Refuge sécuritaire recherché

Texte : Gérard Deschènes, chroniqueur, président du C.A. de la MIRS – image: washingtonpost

Selon le Haut Commissariat aux Réfugiés (HCR) des Nations Unies (http://unhcr.org/556725e69), en 2015, il y avait dans le monde 59,5 millions de personnes déplacées en quête de refuge et de sécurité dû aux guerres, aux conflits raciaux et aux persécutions. Et de ce nombre, 14,4 millions de personnes étaient des réfugiés dont 51% étaient des enfants de moins de 18 ans.

46% des personnes réfugiées se trouvaient dans des régions du monde et des pays économiquement faibles et peu développés tel la Turquie, le Pakistan, le Liban, l’Iran, l’Éthiopie et la Jordanie. En 2015, la guerre syrienne a généré le plus important déplacement de populations jamais enregistré à travers le monde soit 7,6 millions de personnes déplacées sur le territoire syrien et près de 4 millions de réfugiés.

Le Canada, en tant que signataire de la Convention des Nations Unies relative au statut des réfugiés, reconnaît ses obligations envers les réfugiés et une proportion importante des immigrants accueillis au Canada sont dans cette situation.
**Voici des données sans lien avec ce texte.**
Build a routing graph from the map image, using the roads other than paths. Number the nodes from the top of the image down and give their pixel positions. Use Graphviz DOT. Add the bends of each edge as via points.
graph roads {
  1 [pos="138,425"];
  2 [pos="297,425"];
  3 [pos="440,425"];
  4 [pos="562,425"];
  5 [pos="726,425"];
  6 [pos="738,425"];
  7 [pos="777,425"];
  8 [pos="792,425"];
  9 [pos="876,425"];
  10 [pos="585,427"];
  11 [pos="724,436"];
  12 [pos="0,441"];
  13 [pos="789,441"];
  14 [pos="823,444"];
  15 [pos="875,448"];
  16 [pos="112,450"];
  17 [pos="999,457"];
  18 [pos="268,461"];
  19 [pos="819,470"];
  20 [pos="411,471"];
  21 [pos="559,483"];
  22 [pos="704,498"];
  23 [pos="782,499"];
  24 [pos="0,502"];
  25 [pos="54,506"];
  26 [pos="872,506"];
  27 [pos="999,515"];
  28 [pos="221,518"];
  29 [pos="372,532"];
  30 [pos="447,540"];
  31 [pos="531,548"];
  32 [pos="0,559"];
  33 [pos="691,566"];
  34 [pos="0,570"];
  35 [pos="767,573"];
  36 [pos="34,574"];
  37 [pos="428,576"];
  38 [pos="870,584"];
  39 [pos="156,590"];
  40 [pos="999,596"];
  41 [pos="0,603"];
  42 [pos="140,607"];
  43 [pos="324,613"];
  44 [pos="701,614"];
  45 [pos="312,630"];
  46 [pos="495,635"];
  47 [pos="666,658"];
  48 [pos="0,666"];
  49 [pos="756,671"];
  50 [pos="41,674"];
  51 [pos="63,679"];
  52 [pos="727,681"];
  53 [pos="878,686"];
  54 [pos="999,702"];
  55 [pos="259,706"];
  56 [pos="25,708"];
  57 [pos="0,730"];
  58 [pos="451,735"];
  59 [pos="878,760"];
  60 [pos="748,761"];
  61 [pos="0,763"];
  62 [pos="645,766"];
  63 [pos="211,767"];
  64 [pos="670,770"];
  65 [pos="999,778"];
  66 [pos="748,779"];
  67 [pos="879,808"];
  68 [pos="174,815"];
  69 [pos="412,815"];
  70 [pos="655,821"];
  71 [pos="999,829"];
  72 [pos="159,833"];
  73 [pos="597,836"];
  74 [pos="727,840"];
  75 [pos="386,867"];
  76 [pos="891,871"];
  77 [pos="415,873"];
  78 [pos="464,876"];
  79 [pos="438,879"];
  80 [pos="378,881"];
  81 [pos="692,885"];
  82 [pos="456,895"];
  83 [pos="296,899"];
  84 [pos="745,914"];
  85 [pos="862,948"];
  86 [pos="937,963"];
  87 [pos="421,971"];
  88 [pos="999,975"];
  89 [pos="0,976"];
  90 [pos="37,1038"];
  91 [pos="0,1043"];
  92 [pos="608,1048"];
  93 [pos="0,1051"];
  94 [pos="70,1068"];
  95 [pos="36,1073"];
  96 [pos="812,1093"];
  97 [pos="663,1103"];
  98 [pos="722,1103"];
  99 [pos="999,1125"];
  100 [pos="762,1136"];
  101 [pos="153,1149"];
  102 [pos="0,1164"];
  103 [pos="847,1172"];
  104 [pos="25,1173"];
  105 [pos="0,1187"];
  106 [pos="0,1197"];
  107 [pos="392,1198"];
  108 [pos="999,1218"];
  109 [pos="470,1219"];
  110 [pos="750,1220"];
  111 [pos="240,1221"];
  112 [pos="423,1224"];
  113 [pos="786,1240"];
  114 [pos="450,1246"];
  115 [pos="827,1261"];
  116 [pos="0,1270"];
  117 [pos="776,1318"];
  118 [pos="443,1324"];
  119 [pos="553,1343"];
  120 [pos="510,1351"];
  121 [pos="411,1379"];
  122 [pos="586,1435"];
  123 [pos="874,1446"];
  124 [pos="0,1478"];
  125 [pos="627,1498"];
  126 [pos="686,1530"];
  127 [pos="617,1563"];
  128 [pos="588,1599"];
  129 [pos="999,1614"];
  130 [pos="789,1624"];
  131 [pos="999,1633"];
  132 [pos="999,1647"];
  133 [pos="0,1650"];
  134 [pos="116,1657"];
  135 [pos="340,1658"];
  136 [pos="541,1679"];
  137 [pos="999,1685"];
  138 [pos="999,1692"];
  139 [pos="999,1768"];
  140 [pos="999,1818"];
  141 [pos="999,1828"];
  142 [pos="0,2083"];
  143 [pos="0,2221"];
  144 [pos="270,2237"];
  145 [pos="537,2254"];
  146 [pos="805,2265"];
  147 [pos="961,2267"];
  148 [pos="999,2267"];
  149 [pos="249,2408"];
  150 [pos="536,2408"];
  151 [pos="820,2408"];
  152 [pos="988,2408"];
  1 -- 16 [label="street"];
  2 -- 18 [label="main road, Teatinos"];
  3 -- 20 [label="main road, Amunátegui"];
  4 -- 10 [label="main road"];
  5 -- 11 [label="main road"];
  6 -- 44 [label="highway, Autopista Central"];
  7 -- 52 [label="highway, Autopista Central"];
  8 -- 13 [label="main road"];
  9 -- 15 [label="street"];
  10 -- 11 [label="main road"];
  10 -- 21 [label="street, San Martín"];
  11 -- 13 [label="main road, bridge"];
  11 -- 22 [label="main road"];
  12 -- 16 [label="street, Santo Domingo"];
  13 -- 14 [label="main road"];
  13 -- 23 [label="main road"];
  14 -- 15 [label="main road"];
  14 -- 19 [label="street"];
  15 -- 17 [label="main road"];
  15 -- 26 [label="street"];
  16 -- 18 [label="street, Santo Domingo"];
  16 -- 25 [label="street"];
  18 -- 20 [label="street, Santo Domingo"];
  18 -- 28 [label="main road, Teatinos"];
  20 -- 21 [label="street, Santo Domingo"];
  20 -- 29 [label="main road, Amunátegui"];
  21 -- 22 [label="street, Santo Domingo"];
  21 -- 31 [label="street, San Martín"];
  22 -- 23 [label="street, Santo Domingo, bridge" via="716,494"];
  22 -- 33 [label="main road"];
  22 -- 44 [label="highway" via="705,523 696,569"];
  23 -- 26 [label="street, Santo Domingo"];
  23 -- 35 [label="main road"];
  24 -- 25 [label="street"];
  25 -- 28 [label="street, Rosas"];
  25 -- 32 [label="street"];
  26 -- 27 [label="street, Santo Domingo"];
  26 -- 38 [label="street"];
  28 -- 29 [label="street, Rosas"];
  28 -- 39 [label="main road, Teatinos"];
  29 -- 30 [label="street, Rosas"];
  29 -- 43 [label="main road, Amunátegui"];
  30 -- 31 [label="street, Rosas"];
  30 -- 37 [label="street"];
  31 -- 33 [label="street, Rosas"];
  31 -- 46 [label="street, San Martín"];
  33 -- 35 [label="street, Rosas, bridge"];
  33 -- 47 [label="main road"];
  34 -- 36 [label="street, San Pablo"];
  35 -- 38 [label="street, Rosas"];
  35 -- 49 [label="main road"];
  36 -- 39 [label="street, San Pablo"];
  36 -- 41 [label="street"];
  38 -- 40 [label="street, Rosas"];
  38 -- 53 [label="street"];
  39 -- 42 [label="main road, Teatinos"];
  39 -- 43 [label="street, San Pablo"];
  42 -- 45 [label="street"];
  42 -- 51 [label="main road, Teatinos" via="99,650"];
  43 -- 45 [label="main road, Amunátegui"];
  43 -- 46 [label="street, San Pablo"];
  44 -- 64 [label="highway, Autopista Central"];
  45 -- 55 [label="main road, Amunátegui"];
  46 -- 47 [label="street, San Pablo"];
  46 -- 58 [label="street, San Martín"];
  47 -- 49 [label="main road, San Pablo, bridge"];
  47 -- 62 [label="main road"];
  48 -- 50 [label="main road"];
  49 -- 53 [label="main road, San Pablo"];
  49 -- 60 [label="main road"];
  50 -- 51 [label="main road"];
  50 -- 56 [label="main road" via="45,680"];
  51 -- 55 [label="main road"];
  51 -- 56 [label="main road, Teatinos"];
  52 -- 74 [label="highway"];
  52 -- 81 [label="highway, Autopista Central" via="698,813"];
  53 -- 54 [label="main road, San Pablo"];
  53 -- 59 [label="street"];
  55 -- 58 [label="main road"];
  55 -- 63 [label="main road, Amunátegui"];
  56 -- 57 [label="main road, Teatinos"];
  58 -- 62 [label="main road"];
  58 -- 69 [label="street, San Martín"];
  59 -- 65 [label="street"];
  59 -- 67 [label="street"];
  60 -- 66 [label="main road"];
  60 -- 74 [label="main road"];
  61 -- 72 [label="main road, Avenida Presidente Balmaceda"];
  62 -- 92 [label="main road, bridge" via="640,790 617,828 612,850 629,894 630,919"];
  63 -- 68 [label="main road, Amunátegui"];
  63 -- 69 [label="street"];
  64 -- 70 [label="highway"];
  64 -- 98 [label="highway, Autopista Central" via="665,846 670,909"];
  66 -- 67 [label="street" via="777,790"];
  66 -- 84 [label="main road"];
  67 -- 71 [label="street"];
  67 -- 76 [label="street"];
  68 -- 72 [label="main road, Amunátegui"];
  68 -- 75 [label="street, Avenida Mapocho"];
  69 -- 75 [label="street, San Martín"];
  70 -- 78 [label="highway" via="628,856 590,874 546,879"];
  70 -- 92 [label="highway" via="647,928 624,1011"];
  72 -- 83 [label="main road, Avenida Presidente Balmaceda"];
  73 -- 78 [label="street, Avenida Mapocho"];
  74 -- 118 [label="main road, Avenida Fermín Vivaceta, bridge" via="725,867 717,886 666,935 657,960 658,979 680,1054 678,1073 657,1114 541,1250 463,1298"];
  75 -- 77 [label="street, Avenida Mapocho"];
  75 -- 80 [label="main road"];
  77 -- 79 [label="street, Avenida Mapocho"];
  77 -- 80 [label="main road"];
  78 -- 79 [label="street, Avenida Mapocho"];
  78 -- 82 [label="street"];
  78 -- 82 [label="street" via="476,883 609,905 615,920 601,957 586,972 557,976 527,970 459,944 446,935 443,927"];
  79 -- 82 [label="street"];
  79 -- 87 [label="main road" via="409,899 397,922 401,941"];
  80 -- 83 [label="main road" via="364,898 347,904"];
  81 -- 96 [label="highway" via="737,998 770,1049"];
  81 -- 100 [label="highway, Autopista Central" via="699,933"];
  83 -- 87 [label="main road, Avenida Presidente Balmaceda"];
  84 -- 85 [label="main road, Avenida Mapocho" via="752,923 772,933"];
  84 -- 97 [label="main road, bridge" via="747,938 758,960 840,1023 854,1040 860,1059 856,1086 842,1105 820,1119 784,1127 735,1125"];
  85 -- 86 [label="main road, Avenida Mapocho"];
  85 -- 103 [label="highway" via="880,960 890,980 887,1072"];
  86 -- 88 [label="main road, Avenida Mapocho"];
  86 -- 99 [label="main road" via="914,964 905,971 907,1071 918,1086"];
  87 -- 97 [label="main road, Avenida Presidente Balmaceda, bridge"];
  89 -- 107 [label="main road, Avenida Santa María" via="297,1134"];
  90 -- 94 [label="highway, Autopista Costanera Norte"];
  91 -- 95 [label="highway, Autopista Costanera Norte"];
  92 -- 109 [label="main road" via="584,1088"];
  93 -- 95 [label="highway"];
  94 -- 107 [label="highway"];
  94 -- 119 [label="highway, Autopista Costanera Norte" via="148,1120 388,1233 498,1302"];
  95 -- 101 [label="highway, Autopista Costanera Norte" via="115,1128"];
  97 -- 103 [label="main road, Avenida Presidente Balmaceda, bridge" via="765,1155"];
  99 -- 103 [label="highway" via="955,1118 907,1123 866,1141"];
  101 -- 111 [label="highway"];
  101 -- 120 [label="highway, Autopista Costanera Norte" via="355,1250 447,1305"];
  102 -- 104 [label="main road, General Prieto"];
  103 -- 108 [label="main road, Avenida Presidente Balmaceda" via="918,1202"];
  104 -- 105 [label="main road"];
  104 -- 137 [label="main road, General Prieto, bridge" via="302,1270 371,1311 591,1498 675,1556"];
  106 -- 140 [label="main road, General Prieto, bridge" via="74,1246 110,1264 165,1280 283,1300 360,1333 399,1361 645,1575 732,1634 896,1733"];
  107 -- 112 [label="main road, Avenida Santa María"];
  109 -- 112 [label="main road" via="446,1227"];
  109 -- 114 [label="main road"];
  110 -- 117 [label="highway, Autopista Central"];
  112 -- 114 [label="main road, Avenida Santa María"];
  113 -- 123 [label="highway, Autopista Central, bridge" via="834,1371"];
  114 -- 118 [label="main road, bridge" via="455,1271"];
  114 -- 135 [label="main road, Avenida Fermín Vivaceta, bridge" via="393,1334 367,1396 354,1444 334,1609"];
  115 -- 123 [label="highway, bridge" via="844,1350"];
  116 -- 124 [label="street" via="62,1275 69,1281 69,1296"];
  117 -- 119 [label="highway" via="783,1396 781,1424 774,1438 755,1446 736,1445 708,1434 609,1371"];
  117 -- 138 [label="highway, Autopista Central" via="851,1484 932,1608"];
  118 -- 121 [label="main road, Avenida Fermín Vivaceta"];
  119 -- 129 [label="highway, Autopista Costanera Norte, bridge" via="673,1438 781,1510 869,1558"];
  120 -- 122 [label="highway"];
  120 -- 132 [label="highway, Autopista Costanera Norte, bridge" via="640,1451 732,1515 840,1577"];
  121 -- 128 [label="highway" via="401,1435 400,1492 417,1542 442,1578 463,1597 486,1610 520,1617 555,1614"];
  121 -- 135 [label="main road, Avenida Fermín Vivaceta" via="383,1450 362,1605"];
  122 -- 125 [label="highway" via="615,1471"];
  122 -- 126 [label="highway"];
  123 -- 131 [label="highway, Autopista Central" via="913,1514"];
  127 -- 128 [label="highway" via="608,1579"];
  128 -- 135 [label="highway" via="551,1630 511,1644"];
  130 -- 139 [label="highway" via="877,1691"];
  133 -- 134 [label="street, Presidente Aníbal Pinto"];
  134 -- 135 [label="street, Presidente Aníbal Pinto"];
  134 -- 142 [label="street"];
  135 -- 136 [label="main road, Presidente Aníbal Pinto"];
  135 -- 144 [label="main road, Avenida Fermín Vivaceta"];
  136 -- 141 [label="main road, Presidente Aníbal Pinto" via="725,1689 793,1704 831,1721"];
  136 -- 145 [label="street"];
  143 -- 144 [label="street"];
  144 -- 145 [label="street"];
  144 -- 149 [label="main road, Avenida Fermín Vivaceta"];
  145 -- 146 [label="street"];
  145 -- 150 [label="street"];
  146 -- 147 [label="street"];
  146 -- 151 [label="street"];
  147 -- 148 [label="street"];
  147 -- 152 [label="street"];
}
C’est donc dans ce contexte politique que la Maison Internationale de la Rive-Sud (MIRS), dans le cadre de son mandat d’accueillir et de faciliter l’installation et l’intégration des réfugiés publics, prend en charge environ 100 réfugiés publics bon an mal an. La MIRS dispose ainsi d’une équipe chevronnée d’intervenants et d’intervenantes qui vont voir à fournir, dès leur arrivée au pays, l’aide et le soutien à ces familles qui subissent souvent depuis des mois, voire des années, des conditions de vie misérables et traumatisantes.

Au cours des derniers mois, la crise des réfugiés syriens aura contribué à nous faire découvrir les conditions inhumaines vécues par ces hommes, ces femmes et ces enfants. Ils ont d’abord du fuir leur foyer puis tenter de trouver des pays voulant bien les accepter. Lors de la  préparation de cette chronique, j’ai demandé à madame Virginia Cisneros, cheffe de département Accueil, Intégration et Vie associative,  de décrire les premiers jours d’une famille réfugiée et du travail de la personne intervenante choisie selon la langue des arrivants. En voici les grandes lignes :

Accueillir (à toute heure du jour ou de la nuit) et faire connaissance avec les membres de la famille réfugiée à l’hôtel désigné pour leur 2-3 premières semaines, le temps de trouver un appartement; il est clair que ces premières semaines de vie en hôtel ne fournissent pas l’environnement idéal pour la vie en famille et la MIRS caresse le projet d’acquérir une résidence qui permettrait déjà aux familles, dès leur arrivée, de se retrouver dans un environnement convivial et reposant et qui faciliterait grandement le travail des intervenants;

Le lendemain, à la MIRS, les premières procédures administratives : confirmation de résidence permanente, inscription à la RAMQ, demande de NAS s’il n’y a pas de problèmes de santé sinon il y a référence au CLSC, demande d’aide sociale;

Les jours suivants, visites de logement, ouverture d’un compte bancaire, au besoin achat urgent de vêtements, présentation de l’environnement immédiat dans lequel la famille sera appelée à vivre;

Une fois le logement convenable  trouvé, signature du bail, commande par la MIRS des meubles de base et du matériel nécessaire tel couvertures, serviettes, vaisselle, etc.;

Installation de la famille, première épicerie avec toute l’information requise sur les aliments, les méthodes de cuisine,

Quelques jours plus tard, le bilan de santé, inscription des enfants à l’école, aux cours de francisation pour les adultes, autres procédures administratives (demande d’allocations familiales par exemple).

Mais malgré le dévouement et la compétence des employés des gouvernements et des organismes d’immigration comme la MIRS, les personnes réfugiées ne sont pas au bout de leur peine une fois installées dans le pays d’accueil.

Elles devront vivre l’isolement souvent même vis-à-vis de compatriotes, entendre les préjugés et les mythes qui leur sont accolés, surmonter les difficultés quotidiennes de faibles revenus dans des boulots bien loin de leur formation et, c’est inévitable, faire le deuil d’un retour possible dans leur pays et de la séparation d’avec leur famille.

La Journée des droits des réfugiés est fêtée le 4 avril au Canada afin de marquer l’anniversaire de l’arrêt Singh rendu en 1985 par la Cour Suprême. Cet arrêt a reconnu que la charte canadienne des droits et libertés protège les droits fondamentaux des réfugiés (ccrweb.ca).